Table 2 shows that the business investment rate (for non-financial corporations) in 2015 was 21.9 % in the EU-28 and marginally lower in the euro area (21.8 %). Between 2014 and 2015, the business investment rate increased in both of these areas by a small margin, rising by 0.2 percentage points in the EU-28 and by 0.1 points for the euro area. Among the 24 EU Member States (for which data are available), this rate rose between 2014 and 2015 in a majority (16) of cases, most notably in Cyprus (3.6 percentage points), the Netherlands (0.9 points), Sweden and Latvia (0.8 points) and Finland (0.7 points). The largest decreases in the business investment rate in 2015 (compared with 2014) were recorded in Estonia (-1.9 percentage points) and Hungary (-2.4 points).

The highest business investment rates among the 26 EU Member States (for which data are available) were recorded in the Czech Republic, Romania, Sweden, Spain, Bulgaria (2014 data), Slovakia, Croatia (2014 data), Belgium, Austria and Latvia, all above 25.0 %; this was also the case in Switzerland. The lowest rates were recorded in Greece (15.3 %) and Cyprus (14.6 %). The business investment rates of the five largest EU-28 economies varied quite considerably: in Spain (26.1 %) and France (22.9 %) the latest rates for 2015 were clearly above the EU-28 average, while in Germany (19.7 %), Italy (19.3 %) and the United Kingdom (17.3 %) they were clearly below the EU-28 average (see Figure 4).

Profit share of non-financial corporations

The profit share of non-financial corporations was 39.7 % in the EU-28 in 2015 and 0.9 percentage points higher for the euro area. The lowest profit shares among the EU Member States were recorded in Croatia (29.7 %; 2014 data) and France (31.5 %). By contrast, profit shares within the range of 50.0–60.0 % were posted in the Slovakia, Czech Republic, Poland, Lithuania, Greece, Malta and Romania, peaking at a high of 70.8 % in Ireland.

The EU-28 profit share of non-financial corporations rose by 0.3 percentage points between 2014 and 2015, while the gain recorded in the euro area was more than twice as high (0.7 points). Among the 26 EU Member States for which data are available, Ireland recorded by far the highest percentage point increase in its profit share between 2014 and 2015, rising 11.5 percentage points. Ireland was followed by Malta (1.8 points) and Poland (1.5 points), while Belgium and France were the only other Member States to record an increase of at least a single percentage point. By contrast, there were 13 Member States which recorded a reduction in their profit shares between 2014 and 2015, most notably Estonia (-4.3 percentage points), Lithuania (-2.8 points) and Latvia (-2.3 points).

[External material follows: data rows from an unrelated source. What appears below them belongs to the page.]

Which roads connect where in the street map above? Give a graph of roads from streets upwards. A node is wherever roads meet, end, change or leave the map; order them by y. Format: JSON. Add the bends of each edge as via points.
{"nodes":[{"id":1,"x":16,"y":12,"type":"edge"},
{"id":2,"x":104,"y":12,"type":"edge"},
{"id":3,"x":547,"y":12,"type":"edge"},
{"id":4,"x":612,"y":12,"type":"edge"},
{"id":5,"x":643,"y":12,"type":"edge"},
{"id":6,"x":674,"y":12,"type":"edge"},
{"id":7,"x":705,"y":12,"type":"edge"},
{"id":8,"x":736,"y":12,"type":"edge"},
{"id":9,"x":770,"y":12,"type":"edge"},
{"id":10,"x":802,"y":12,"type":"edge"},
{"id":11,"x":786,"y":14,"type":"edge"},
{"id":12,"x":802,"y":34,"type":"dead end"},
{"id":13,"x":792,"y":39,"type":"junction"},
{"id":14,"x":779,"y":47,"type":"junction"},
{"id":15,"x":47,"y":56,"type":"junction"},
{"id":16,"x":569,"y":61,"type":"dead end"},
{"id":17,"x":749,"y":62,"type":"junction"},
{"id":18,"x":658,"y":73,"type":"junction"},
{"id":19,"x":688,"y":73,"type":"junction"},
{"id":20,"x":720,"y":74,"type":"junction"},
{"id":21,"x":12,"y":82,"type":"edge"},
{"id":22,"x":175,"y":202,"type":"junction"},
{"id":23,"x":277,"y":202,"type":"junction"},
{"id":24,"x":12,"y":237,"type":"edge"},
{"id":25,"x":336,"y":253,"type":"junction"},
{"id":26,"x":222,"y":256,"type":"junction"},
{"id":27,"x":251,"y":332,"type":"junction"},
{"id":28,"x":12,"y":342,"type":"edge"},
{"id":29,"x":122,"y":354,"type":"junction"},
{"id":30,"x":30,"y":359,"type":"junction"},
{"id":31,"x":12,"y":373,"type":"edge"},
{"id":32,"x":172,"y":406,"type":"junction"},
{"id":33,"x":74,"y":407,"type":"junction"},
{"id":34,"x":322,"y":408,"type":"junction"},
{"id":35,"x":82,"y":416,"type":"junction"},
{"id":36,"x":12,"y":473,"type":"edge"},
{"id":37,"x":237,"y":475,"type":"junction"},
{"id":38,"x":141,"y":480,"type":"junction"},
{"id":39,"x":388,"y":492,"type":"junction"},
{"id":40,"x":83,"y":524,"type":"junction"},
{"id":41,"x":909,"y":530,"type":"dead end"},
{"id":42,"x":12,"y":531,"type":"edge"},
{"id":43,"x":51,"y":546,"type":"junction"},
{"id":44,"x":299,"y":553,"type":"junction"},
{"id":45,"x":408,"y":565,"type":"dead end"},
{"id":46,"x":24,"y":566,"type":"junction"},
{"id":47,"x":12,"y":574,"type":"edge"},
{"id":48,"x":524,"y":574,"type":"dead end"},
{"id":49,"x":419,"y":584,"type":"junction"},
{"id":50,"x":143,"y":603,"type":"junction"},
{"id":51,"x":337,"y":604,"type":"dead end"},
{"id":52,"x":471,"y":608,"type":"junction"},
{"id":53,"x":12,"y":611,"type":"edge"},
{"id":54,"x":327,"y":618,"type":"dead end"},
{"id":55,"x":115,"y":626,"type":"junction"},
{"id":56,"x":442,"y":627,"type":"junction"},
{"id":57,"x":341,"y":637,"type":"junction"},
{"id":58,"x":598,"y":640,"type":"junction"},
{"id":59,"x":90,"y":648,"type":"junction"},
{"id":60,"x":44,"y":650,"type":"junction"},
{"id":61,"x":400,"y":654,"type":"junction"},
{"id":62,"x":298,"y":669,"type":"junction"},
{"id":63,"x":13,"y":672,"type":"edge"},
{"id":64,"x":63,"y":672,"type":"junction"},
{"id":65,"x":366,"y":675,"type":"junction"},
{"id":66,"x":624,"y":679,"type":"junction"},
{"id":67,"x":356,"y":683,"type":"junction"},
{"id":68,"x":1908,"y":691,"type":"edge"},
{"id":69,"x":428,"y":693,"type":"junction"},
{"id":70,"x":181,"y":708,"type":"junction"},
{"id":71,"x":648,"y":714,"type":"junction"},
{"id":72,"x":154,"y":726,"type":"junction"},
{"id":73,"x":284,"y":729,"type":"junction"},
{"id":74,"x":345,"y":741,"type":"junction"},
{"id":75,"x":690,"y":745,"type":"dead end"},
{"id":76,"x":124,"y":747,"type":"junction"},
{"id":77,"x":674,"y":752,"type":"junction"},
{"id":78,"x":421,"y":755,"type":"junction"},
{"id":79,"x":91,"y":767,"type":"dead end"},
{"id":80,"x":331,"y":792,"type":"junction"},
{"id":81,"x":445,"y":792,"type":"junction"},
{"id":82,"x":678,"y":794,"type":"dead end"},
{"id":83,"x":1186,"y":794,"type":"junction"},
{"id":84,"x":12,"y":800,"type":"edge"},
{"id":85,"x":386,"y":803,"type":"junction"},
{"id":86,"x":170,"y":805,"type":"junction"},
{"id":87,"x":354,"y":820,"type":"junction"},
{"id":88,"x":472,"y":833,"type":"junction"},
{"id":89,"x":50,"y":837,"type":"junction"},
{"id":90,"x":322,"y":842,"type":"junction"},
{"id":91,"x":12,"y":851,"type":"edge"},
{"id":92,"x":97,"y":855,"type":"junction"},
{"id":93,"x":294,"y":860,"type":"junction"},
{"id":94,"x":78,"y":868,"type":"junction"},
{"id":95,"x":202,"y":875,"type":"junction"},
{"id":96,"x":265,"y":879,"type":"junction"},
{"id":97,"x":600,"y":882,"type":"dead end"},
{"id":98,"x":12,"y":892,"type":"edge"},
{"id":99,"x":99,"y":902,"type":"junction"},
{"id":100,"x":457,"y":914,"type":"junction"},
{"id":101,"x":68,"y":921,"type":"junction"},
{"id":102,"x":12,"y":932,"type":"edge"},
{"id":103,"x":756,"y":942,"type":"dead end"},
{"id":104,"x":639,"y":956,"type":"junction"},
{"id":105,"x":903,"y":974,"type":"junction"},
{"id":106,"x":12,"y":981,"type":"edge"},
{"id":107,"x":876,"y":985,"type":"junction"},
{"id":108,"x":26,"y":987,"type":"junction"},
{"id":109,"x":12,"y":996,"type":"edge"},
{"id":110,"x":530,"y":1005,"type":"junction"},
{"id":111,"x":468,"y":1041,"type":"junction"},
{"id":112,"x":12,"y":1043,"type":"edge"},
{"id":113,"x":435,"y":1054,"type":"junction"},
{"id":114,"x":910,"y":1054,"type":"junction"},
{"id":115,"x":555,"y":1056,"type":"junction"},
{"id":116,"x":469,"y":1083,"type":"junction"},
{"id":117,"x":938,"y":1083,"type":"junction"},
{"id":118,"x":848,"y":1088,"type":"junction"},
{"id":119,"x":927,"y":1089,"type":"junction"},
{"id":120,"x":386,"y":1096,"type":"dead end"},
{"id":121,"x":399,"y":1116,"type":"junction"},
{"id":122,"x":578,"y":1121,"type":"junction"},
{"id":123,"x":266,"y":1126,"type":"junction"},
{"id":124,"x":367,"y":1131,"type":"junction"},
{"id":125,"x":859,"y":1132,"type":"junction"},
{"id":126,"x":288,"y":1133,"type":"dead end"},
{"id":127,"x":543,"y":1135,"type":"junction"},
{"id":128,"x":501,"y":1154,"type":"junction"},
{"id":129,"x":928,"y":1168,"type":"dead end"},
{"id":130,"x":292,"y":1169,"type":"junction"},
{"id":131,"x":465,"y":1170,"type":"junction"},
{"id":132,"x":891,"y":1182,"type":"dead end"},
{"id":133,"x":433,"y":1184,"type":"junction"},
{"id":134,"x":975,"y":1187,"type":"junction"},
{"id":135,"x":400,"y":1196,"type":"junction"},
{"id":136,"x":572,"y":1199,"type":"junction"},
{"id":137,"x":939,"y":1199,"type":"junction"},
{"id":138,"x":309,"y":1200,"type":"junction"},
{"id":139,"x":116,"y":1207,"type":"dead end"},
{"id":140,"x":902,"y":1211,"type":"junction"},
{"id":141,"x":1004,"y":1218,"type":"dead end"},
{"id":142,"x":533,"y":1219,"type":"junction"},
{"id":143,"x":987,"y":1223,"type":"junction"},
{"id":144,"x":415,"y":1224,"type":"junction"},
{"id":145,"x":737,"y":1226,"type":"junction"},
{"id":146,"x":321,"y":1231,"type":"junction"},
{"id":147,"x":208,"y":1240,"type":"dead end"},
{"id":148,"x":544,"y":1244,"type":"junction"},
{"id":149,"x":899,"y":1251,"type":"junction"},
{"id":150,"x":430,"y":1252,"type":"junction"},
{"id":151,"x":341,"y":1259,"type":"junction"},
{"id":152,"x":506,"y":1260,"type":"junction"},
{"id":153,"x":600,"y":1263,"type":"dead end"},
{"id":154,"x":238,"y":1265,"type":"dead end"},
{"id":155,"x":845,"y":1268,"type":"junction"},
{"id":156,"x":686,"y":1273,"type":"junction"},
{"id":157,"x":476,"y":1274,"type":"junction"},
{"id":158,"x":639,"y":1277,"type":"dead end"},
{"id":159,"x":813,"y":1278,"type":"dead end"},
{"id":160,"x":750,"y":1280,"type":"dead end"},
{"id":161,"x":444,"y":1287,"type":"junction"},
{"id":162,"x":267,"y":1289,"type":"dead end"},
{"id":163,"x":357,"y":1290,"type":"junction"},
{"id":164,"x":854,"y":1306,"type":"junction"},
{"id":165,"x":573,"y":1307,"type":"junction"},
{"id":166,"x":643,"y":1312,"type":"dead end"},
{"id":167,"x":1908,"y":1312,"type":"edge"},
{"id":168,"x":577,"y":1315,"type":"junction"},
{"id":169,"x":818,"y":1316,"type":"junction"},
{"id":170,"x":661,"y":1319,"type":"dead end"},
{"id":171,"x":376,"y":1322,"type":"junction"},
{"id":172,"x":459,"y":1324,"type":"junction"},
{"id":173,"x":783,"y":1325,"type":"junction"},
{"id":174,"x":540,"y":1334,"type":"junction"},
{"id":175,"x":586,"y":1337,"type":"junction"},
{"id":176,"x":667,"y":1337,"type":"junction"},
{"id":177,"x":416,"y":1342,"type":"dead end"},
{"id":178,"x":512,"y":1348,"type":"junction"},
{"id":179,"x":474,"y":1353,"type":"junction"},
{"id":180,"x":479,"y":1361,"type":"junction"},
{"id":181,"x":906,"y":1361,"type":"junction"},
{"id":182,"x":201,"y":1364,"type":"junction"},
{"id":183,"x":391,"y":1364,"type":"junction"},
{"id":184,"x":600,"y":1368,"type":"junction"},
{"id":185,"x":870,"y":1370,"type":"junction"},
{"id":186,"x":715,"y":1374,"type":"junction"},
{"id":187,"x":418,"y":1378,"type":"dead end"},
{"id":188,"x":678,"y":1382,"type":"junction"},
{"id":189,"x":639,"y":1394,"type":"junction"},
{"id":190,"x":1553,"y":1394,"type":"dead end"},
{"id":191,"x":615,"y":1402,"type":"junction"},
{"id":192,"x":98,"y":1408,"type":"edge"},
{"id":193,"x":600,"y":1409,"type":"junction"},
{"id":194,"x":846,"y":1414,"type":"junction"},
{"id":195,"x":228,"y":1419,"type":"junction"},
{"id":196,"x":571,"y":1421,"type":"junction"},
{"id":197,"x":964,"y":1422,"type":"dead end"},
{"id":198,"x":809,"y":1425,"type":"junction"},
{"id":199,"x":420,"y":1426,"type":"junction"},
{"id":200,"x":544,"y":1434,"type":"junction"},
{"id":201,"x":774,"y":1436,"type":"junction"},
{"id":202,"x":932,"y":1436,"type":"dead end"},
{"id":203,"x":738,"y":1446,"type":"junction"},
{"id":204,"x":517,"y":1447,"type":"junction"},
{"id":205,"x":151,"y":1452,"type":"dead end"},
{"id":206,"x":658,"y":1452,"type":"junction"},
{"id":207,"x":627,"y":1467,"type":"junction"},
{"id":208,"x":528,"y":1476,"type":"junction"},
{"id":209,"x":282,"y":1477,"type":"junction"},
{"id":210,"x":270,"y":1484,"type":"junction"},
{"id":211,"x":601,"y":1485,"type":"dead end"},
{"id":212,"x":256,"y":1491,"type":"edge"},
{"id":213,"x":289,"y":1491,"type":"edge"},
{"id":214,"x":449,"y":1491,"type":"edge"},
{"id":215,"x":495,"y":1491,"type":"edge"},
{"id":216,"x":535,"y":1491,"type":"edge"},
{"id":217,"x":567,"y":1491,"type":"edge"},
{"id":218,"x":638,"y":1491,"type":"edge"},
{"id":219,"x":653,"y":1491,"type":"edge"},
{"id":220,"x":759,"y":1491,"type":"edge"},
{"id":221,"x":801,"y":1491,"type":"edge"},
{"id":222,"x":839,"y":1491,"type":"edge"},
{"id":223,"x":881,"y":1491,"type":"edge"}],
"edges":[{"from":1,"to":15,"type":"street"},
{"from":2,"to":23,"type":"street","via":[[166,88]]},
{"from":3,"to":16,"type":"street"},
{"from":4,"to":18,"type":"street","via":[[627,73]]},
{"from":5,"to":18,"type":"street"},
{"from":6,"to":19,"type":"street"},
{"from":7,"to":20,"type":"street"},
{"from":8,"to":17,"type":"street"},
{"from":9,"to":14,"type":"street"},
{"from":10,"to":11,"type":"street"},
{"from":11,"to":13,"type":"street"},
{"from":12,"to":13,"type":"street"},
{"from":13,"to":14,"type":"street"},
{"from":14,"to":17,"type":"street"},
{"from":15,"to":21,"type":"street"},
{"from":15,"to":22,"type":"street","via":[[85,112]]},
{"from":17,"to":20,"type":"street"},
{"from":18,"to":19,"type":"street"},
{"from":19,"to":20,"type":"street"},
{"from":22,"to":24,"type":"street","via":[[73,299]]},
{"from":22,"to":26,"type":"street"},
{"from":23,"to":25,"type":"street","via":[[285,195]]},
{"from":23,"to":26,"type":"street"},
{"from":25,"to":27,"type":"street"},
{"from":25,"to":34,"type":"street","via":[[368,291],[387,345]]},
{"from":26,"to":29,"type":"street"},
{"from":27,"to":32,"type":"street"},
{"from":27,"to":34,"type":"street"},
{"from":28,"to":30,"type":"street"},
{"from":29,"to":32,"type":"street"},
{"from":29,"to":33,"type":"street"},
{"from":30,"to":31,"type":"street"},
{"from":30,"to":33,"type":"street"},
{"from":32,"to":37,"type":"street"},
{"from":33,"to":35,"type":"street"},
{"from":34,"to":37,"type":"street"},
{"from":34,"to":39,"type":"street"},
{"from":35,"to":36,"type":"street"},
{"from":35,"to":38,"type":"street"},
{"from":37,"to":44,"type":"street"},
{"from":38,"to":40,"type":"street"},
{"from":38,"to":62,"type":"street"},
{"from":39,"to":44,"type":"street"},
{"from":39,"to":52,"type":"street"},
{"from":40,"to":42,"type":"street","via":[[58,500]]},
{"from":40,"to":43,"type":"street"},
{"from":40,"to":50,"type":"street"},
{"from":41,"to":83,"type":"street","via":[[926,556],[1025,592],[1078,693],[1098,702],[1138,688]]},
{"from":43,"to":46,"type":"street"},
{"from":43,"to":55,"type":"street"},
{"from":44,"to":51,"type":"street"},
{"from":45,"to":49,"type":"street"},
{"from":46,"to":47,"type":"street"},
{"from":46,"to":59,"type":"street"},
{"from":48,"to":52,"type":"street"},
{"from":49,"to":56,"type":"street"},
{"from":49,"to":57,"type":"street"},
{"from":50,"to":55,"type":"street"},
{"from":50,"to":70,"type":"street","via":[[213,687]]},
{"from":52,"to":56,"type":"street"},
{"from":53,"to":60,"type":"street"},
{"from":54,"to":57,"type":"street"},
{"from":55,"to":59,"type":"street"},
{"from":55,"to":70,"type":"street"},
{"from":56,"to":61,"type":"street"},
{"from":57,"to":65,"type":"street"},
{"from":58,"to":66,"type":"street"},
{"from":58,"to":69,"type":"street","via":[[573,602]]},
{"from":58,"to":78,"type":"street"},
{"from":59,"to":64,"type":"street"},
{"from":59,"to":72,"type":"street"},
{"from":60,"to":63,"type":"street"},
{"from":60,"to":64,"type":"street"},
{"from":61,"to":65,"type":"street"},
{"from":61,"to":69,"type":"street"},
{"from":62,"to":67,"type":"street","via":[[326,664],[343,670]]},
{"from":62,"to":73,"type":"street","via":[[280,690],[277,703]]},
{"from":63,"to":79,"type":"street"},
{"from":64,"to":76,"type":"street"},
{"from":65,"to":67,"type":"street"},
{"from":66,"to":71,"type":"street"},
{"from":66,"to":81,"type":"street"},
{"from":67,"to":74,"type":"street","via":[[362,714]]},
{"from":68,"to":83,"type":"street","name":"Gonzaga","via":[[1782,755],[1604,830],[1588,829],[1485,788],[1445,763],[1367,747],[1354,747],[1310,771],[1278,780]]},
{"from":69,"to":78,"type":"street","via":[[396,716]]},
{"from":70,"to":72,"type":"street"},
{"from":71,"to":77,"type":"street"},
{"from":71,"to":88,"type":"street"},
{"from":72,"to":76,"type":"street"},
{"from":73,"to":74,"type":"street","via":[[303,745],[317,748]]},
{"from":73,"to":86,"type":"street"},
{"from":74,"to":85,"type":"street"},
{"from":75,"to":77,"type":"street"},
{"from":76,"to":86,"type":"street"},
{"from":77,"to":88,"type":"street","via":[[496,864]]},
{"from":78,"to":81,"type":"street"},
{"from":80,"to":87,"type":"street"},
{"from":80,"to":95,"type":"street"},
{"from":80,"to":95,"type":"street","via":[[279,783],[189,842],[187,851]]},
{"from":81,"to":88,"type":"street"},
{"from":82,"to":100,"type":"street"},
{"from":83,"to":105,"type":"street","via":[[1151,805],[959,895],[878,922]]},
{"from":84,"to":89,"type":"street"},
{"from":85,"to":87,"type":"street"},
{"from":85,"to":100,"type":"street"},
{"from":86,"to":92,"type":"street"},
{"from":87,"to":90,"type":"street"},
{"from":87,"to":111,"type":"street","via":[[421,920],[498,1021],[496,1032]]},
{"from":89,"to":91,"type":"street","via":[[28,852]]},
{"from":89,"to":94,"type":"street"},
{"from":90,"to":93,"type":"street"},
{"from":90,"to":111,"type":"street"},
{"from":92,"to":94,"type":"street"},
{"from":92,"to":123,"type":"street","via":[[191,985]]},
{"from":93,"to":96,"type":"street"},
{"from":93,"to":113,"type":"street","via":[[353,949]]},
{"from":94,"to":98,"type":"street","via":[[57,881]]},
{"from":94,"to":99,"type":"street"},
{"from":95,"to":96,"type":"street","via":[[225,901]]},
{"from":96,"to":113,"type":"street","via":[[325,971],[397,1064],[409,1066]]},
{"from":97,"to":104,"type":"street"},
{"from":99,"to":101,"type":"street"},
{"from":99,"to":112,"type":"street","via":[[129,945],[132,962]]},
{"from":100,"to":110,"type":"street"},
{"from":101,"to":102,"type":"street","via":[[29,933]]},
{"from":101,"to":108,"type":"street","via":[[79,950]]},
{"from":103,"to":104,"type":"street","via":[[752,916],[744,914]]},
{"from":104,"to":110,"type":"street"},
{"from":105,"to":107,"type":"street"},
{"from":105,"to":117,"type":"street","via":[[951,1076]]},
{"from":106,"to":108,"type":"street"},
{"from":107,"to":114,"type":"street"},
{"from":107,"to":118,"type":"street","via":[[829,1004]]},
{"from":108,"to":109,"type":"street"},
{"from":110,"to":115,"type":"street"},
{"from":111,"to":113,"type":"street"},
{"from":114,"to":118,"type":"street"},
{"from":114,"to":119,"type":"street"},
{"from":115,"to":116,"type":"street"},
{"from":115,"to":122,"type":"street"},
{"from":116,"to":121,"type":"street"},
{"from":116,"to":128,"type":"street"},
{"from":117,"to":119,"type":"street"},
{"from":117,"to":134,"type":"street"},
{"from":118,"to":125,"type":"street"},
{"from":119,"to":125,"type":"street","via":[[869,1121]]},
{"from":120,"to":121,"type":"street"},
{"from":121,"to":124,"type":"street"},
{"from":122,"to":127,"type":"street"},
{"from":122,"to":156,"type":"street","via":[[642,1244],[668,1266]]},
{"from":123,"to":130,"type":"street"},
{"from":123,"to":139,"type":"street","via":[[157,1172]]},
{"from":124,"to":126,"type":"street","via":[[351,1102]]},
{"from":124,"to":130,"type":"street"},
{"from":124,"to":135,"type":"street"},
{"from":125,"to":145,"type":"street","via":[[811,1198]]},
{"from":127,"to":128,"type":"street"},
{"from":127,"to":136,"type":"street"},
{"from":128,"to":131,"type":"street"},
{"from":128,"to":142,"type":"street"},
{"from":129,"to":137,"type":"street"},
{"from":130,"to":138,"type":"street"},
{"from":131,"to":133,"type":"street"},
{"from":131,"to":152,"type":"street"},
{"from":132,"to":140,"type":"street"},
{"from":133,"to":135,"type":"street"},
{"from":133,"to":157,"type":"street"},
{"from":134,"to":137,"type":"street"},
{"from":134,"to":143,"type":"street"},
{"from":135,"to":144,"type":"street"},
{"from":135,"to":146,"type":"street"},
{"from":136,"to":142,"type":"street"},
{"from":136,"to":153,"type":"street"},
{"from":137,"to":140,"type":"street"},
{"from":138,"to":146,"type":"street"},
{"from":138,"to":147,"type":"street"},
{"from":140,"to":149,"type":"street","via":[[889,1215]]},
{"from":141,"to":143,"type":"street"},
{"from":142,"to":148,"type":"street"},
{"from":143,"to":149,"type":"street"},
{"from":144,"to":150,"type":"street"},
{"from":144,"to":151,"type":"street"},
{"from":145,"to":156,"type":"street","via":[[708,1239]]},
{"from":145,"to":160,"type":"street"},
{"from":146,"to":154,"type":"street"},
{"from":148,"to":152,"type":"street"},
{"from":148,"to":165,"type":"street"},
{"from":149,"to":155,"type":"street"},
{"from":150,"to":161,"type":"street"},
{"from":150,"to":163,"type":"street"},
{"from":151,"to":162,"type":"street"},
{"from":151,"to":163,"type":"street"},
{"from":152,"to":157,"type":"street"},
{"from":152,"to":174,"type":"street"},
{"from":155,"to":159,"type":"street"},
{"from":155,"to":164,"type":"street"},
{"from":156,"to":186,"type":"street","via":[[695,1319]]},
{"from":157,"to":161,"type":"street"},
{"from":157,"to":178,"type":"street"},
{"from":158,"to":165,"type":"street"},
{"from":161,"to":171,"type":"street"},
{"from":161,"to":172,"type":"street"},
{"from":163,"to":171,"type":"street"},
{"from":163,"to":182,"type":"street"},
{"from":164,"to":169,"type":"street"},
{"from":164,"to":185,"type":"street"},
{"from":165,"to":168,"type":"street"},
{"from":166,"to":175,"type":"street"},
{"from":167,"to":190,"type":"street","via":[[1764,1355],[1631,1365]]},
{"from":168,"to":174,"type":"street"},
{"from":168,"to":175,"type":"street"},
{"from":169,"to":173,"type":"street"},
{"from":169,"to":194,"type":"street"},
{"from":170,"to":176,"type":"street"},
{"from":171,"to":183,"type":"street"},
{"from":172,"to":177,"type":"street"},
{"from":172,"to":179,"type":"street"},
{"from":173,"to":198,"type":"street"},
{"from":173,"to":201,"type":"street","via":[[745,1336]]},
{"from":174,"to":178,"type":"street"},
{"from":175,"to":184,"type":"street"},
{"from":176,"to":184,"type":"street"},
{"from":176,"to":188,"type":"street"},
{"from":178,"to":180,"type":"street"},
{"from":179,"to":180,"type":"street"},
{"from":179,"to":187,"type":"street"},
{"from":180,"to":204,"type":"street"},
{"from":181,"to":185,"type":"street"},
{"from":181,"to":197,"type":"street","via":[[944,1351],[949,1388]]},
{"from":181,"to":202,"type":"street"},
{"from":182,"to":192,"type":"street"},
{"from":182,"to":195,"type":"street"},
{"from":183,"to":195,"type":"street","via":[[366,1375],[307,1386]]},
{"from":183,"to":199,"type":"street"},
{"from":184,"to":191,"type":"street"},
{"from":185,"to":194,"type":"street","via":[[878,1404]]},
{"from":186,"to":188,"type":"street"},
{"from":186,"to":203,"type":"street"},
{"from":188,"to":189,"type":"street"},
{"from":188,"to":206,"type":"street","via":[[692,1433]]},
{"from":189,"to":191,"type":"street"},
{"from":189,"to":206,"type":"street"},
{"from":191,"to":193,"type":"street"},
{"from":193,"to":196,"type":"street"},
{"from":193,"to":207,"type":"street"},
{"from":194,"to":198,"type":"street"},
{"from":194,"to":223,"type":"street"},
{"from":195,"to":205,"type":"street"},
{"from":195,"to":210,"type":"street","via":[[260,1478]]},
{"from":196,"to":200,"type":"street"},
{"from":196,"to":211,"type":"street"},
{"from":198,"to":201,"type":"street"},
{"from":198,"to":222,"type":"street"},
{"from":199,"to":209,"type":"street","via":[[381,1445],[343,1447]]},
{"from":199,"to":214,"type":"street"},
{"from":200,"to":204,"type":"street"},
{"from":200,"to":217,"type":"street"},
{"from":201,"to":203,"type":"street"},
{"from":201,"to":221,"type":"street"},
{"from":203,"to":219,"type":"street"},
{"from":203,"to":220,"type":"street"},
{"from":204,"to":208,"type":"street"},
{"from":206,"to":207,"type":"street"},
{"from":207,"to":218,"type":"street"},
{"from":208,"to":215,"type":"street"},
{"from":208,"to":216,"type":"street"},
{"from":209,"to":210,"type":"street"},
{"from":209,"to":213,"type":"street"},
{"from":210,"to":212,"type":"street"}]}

Data sources and availability

Following international agreement on an updated version of the worldwide guidelines for national accounts (SNA) in 2008, an update of the European system of national and regional accounts (ESA 2010) was adopted in May 2013 and implemented from September 2014. ESA 2010 replaced ESA 95 and provides a new and internationally compatible accounting framework for a systematic and detailed description of economic activity in the EU Member States and their regions. For more information on the transition to ESA 2010 please refer to a background article on this subject. For a detailed description on the effects of the implementation of ESA 2010 on European sector accounts please refer to an article on this subject, see pages 20–24 in EURONA (2/2014).

Sector accounts group together economic subjects with similar behaviour into institutional sectors, such as: households, non-financial corporations, financial corporations and government. Grouping economic subjects in this way can help to understand the functioning of the economy; the behaviour of households and non-financial corporations is particularly relevant in this respect.

The household sector covers individuals or groups of individuals acting as consumers and entrepreneurs provided, in the latter case, that their activities as market producers are not carried out by separate entities. For the purpose of the analysis within this article, this sector has been merged with the relatively small sector of non-profit institutions serving households (NPISH) — for example, associations and charities.

Non-financial corporations cover enterprises whose principal activity is the production of goods and non-financial services to be sold on the market. It includes incorporated enterprises, but also unincorporated enterprises as long as they keep a complete set of accounts and have an economic and financial behaviour which is similar to that of corporations. Small businesses (such as sole traders and entrepreneurs operating on their own) are recorded under the household sector.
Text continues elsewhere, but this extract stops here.